* [Brief]: Set down the data below in full, exactly as it reads, but without the pictures.

* [Records for the task]:
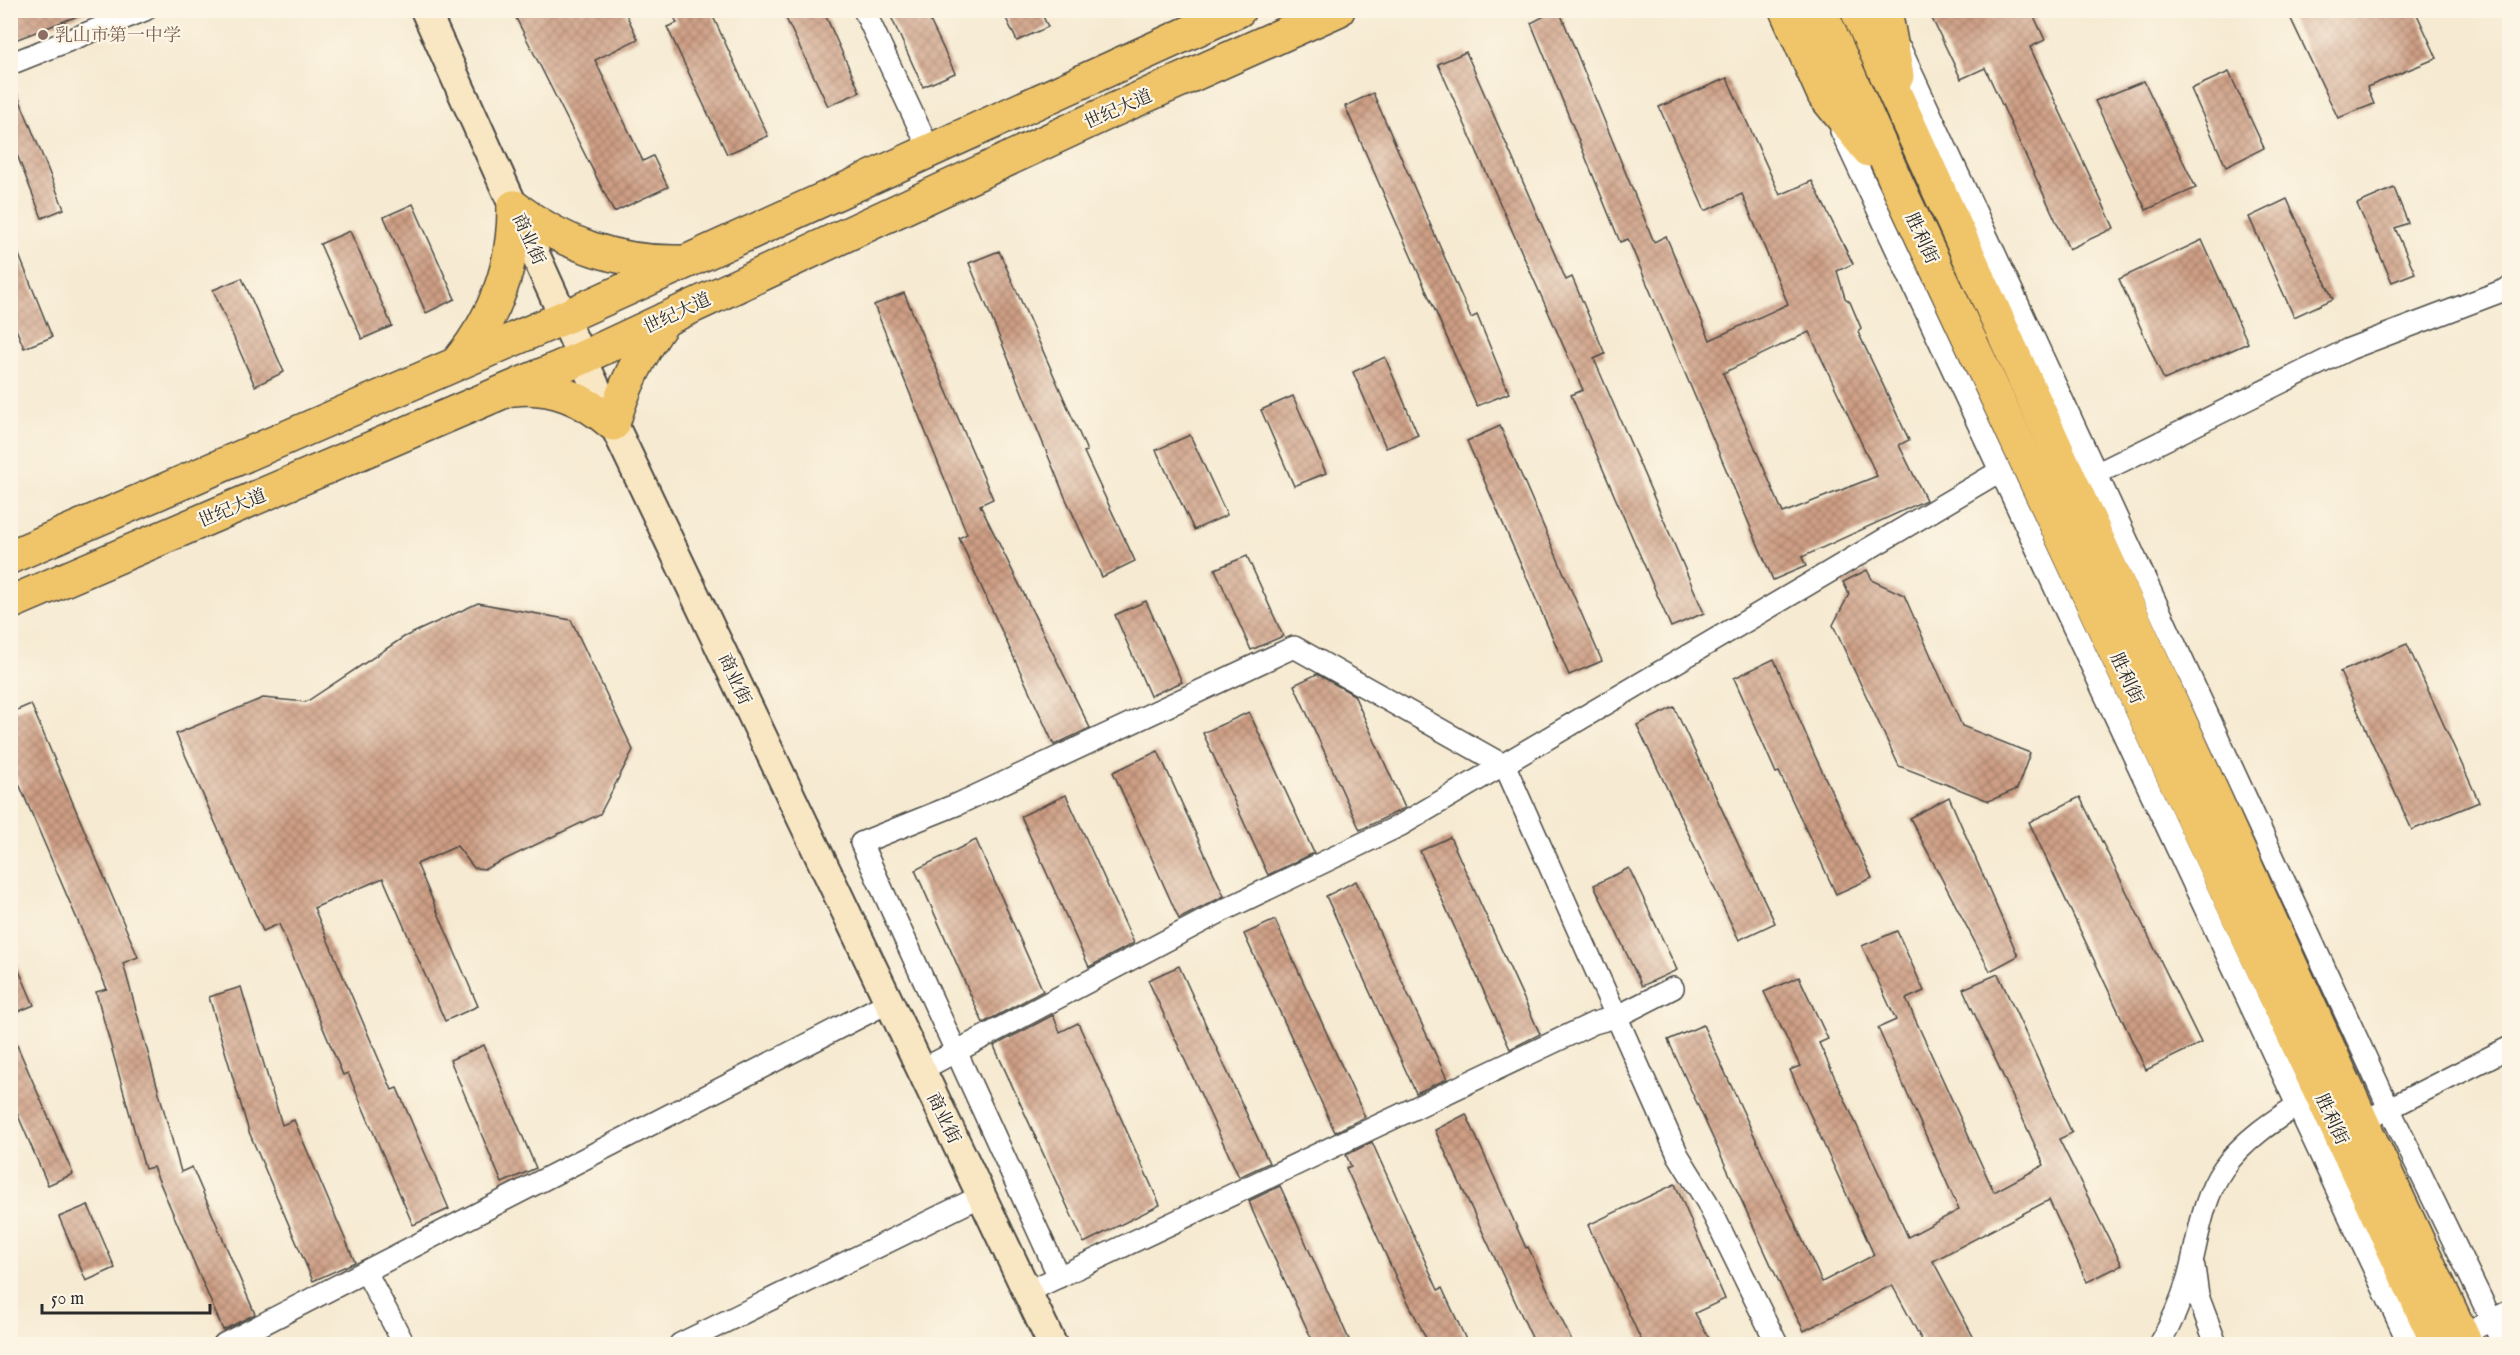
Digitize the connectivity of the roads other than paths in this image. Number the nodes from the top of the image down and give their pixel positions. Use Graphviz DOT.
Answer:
graph roads {
  1 [pos="145,10"];
  2 [pos="425,10"];
  3 [pos="864,10"];
  4 [pos="1239,10"];
  5 [pos="1338,10"];
  6 [pos="1786,10"];
  7 [pos="1820,10"];
  8 [pos="1857,10"];
  9 [pos="1888,19"];
  10 [pos="10,64"];
  11 [pos="1824,95"];
  12 [pos="1902,113"];
  13 [pos="930,151"];
  14 [pos="1898,186"];
  15 [pos="513,207"];
  16 [pos="686,262"];
  17 [pos="2510,288"];
  18 [pos="665,319"];
  19 [pos="582,358"];
  20 [pos="457,364"];
  21 [pos="507,390"];
  22 [pos="613,424"];
  23 [pos="2000,471"];
  24 [pos="2096,474"];
  25 [pos="10,557"];
  26 [pos="10,603"];
  27 [pos="1505,766"];
  28 [pos="1673,988"];
  29 [pos="889,1002"];
  30 [pos="1616,1017"];
  31 [pos="2510,1047"];
  32 [pos="921,1070"];
  33 [pos="2308,1098"];
  34 [pos="2363,1121"];
  35 [pos="981,1196"];
  36 [pos="2193,1257"];
  37 [pos="366,1272"];
  38 [pos="1059,1277"];
  39 [pos="1027,1292"];
  40 [pos="2510,1311"];
  41 [pos="2452,1342"];
  42 [pos="224,1344"];
  43 [pos="404,1344"];
  44 [pos="680,1344"];
  45 [pos="1052,1344"];
  46 [pos="1777,1344"];
  47 [pos="2159,1344"];
  48 [pos="2216,1344"];
  49 [pos="2409,1344"];
  50 [pos="2503,1344"];
  1 -- 10 [label="street"];
  2 -- 15 [label="street, 商业街"];
  3 -- 13 [label="street"];
  4 -- 13 [label="main road"];
  5 -- 18 [label="main road, 世纪大道"];
  6 -- 11 [label="main road"];
  7 -- 14 [label="main road, 胜利街"];
  8 -- 12 [label="main road, 胜利街"];
  9 -- 12 [label="main road"];
  9 -- 24 [label="street"];
  11 -- 14 [label="main road"];
  11 -- 23 [label="street"];
  12 -- 34 [label="main road, 胜利街"];
  13 -- 16 [label="main road"];
  14 -- 33 [label="main road, 胜利街"];
  15 -- 16 [label="main road"];
  15 -- 19 [label="street, 商业街"];
  15 -- 20 [label="main road"];
  16 -- 20 [label="main road"];
  17 -- 24 [label="street"];
  18 -- 19 [label="main road, 世纪大道"];
  18 -- 22 [label="main road"];
  19 -- 21 [label="main road, 世纪大道"];
  19 -- 22 [label="street, 商业街"];
  20 -- 25 [label="main road"];
  21 -- 22 [label="main road"];
  21 -- 26 [label="main road, 世纪大道"];
  22 -- 29 [label="street, 商业街"];
  23 -- 27 [label="street"];
  23 -- 33 [label="street"];
  24 -- 34 [label="street"];
  27 -- 30 [label="street"];
  27 -- 32 [label="street"];
  27 -- 38 [label="street"];
  28 -- 30 [label="street"];
  29 -- 32 [label="street, 商业街"];
  29 -- 37 [label="street"];
  30 -- 38 [label="street"];
  30 -- 46 [label="street"];
  31 -- 34 [label="street"];
  32 -- 35 [label="street, 商业街"];
  33 -- 34 [label="main road, 胜利街"];
  33 -- 36 [label="street"];
  33 -- 49 [label="street"];
  34 -- 41 [label="main road, 胜利街"];
  34 -- 50 [label="street"];
  35 -- 39 [label="street, 商业街"];
  35 -- 44 [label="street"];
  36 -- 47 [label="street"];
  36 -- 48 [label="street"];
  37 -- 42 [label="street"];
  37 -- 43 [label="street"];
  38 -- 39 [label="street"];
  39 -- 45 [label="street, 商业街"];
  40 -- 41 [label="street"];
}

* [Answer section]:
Digitize the connectivity of the roads other than paths in this image. Number the nodes from the top of the image down and give their pixel positions. Use Graphviz DOT.
Answer:
graph roads {
  1 [pos="145,10"];
  2 [pos="425,10"];
  3 [pos="864,10"];
  4 [pos="1239,10"];
  5 [pos="1338,10"];
  6 [pos="1786,10"];
  7 [pos="1820,10"];
  8 [pos="1857,10"];
  9 [pos="1888,19"];
  10 [pos="10,64"];
  11 [pos="1824,95"];
  12 [pos="1902,113"];
  13 [pos="930,151"];
  14 [pos="1898,186"];
  15 [pos="513,207"];
  16 [pos="686,262"];
  17 [pos="2510,288"];
  18 [pos="665,319"];
  19 [pos="582,358"];
  20 [pos="457,364"];
  21 [pos="507,390"];
  22 [pos="613,424"];
  23 [pos="2000,471"];
  24 [pos="2096,474"];
  25 [pos="10,557"];
  26 [pos="10,603"];
  27 [pos="1505,766"];
  28 [pos="1673,988"];
  29 [pos="889,1002"];
  30 [pos="1616,1017"];
  31 [pos="2510,1047"];
  32 [pos="921,1070"];
  33 [pos="2308,1098"];
  34 [pos="2363,1121"];
  35 [pos="981,1196"];
  36 [pos="2193,1257"];
  37 [pos="366,1272"];
  38 [pos="1059,1277"];
  39 [pos="1027,1292"];
  40 [pos="2510,1311"];
  41 [pos="2452,1342"];
  42 [pos="224,1344"];
  43 [pos="404,1344"];
  44 [pos="680,1344"];
  45 [pos="1052,1344"];
  46 [pos="1777,1344"];
  47 [pos="2159,1344"];
  48 [pos="2216,1344"];
  49 [pos="2409,1344"];
  50 [pos="2503,1344"];
  1 -- 10 [label="street"];
  2 -- 15 [label="street, 商业街"];
  3 -- 13 [label="street"];
  4 -- 13 [label="main road"];
  5 -- 18 [label="main road, 世纪大道"];
  6 -- 11 [label="main road"];
  7 -- 14 [label="main road, 胜利街"];
  8 -- 12 [label="main road, 胜利街"];
  9 -- 12 [label="main road"];
  9 -- 24 [label="street"];
  11 -- 14 [label="main road"];
  11 -- 23 [label="street"];
  12 -- 34 [label="main road, 胜利街"];
  13 -- 16 [label="main road"];
  14 -- 33 [label="main road, 胜利街"];
  15 -- 16 [label="main road"];
  15 -- 19 [label="street, 商业街"];
  15 -- 20 [label="main road"];
  16 -- 20 [label="main road"];
  17 -- 24 [label="street"];
  18 -- 19 [label="main road, 世纪大道"];
  18 -- 22 [label="main road"];
  19 -- 21 [label="main road, 世纪大道"];
  19 -- 22 [label="street, 商业街"];
  20 -- 25 [label="main road"];
  21 -- 22 [label="main road"];
  21 -- 26 [label="main road, 世纪大道"];
  22 -- 29 [label="street, 商业街"];
  23 -- 27 [label="street"];
  23 -- 33 [label="street"];
  24 -- 34 [label="street"];
  27 -- 30 [label="street"];
  27 -- 32 [label="street"];
  27 -- 38 [label="street"];
  28 -- 30 [label="street"];
  29 -- 32 [label="street, 商业街"];
  29 -- 37 [label="street"];
  30 -- 38 [label="street"];
  30 -- 46 [label="street"];
  31 -- 34 [label="street"];
  32 -- 35 [label="street, 商业街"];
  33 -- 34 [label="main road, 胜利街"];
  33 -- 36 [label="street"];
  33 -- 49 [label="street"];
  34 -- 41 [label="main road, 胜利街"];
  34 -- 50 [label="street"];
  35 -- 39 [label="street, 商业街"];
  35 -- 44 [label="street"];
  36 -- 47 [label="street"];
  36 -- 48 [label="street"];
  37 -- 42 [label="street"];
  37 -- 43 [label="street"];
  38 -- 39 [label="street"];
  39 -- 45 [label="street, 商业街"];
  40 -- 41 [label="street"];
}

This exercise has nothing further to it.